By February 28, 20136 Comments

Recruitment is one industry that technology has influenced more than many others.  The process was sped up with e-mails, the advertising of jobs amplified by online job boards, and nowadays we have smart phones, tablets, cloud-based CRM systems and Skype interviewing enabling us to recruit on the move, from anywhere, with instant global reach.

This situation has created an interesting tension within recruitment, though.  We are an industry of (mostly) sociable, outgoing, networking types who often benefit from the shared energy generated by open plan workplaces and bouncing ideas off one another.  Certainly in recent years, regular knock-backs, clients’ hiring freezes, misbehaving candidates and revenue targets extending further out of reach necessitates some human interaction in the workplace purely in the interests of maintaining some form of sanity.

Nevertheless, technology has given birth to an increasing ability to recruit remotely, work from home and, in an industry where recruiters are measured on output and results more than many others (billings in agency; time-to-hire and direct hire percentages in internal), it shouldn’t really matter where you as a recruiter are located while producing those outputs should it?

That’s why the furore generated at Yahoo! this week by CEO Marissa Mayer’s dictat raises very similar arguments for us within the recruitment industry.  For those hiding under rocks this week, you can read the whole memo that was sent out in this article here, but in essence she has ordered all staff with work-from-home privileges to change their arrangements and move from Home-ton to Yahoo-ville by June, or join the jobless on the streets, saying:

…it is critical that we are all present in our offices.
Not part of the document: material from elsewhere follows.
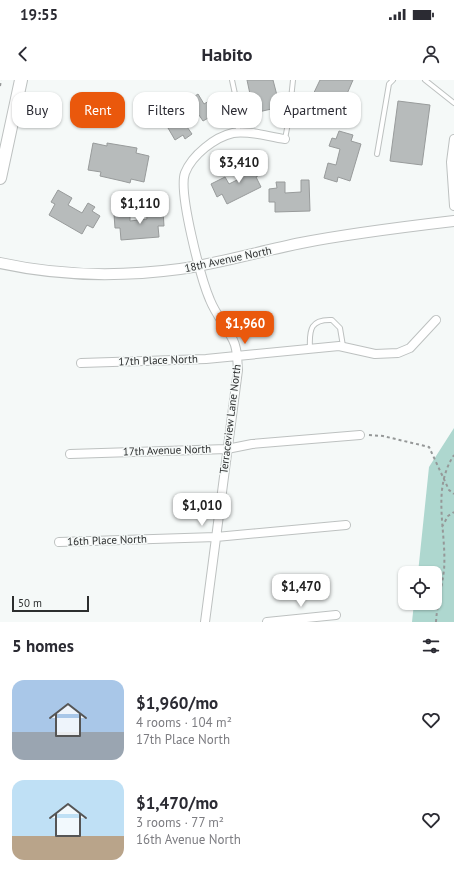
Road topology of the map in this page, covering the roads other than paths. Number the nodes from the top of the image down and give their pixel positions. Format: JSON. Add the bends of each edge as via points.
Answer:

Some of the best decisions and insights come from hallway and cafeteria discussions, meeting new people, and impromptu team meetings. Speed and quality are often sacrificed when we work from home. We need to be one Yahoo!, and that starts with physically being together.

I’d be interested to gauge the opinion of you, New Zealand’s recruitment community, on whether or not this revisionist approach to flexible working arrangements is the way we should also be regarding things in recruitment.  I can certainly attest to the typical reaction of most of my agency side clients when I mention the availability of a skilled, experienced, networked recruiter who can only work part-time, or half a week in the office and half a week from home…. It’s that regretful drop of the eyes followed by slight cock of the head and drawn out sucking of air through the corner of the mouth than essentially says “no bloody way”.
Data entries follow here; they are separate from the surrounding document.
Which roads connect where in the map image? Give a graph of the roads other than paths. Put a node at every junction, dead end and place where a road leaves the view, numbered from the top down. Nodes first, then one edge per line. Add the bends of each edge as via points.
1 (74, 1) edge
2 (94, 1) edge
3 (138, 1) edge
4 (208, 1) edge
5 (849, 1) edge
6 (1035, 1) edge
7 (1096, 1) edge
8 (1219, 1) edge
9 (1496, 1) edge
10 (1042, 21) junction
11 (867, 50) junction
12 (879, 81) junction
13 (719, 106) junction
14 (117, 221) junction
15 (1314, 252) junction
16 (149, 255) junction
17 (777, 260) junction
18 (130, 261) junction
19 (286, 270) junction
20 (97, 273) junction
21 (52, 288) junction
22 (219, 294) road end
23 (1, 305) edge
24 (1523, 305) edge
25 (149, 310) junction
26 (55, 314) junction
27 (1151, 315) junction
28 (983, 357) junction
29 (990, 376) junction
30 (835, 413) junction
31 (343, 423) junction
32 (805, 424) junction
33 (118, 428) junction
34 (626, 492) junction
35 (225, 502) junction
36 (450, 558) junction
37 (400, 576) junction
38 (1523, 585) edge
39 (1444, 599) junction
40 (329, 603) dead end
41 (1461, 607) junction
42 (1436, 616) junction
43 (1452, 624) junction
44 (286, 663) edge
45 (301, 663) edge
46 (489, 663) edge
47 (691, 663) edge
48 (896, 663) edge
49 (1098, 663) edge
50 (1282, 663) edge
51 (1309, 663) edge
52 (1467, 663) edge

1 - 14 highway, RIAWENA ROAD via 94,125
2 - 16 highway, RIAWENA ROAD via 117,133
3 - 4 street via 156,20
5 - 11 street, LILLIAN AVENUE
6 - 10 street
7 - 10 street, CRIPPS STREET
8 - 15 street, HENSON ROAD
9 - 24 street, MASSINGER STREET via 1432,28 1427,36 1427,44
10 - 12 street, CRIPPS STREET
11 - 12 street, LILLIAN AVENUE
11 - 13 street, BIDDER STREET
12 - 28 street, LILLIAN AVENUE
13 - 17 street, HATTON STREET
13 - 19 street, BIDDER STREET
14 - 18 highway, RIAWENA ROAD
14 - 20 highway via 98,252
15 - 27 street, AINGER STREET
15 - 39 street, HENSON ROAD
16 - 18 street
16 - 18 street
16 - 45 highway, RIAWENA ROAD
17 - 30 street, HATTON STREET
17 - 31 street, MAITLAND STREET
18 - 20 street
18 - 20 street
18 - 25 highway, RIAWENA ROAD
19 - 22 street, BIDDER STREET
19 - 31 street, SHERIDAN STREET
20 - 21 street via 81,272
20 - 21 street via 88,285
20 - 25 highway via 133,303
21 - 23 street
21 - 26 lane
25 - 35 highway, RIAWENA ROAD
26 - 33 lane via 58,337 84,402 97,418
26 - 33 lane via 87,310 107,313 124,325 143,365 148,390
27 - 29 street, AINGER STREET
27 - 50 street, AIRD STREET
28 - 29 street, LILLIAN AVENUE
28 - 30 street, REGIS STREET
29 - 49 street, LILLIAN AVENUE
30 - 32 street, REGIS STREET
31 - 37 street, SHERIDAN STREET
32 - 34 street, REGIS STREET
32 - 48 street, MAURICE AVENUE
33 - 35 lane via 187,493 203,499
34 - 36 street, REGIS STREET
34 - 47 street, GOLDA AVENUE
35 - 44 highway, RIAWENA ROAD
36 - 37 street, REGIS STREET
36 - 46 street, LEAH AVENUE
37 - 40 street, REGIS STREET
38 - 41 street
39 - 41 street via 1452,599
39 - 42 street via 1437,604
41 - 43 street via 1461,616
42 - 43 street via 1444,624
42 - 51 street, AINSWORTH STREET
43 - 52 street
Many recruitment firms do enable remote working, but pay lip service towards actually allowing it, with an employee’s refusal to join the rush-hour clogging up of New Zealand’s arterial roads severely frowned upon.  There are also those that simply refuse it outright.  The fact these firms also seem to have the highest turnover of staff probably isn’t a coincidence, and the damage done to Yahoo’s employer brand will provide long-term pain in terms of talent attraction, superseding whatever short-term gains might be made in productivity and “ideas-sharing” amongst a more visible workforce.

Having said that, I’m on the fence on this particular topic (makes a change, I know) as I for one am far happier working alongside my colleagues and feel it makes for a more effective and successful work environment.  Even moving our desk arrangement recently, from having our backs to each other, to now facing in on each other, has made the world of difference in terms of energy and positive vibes, which are frankly really quite important in a sales and recruitment environment.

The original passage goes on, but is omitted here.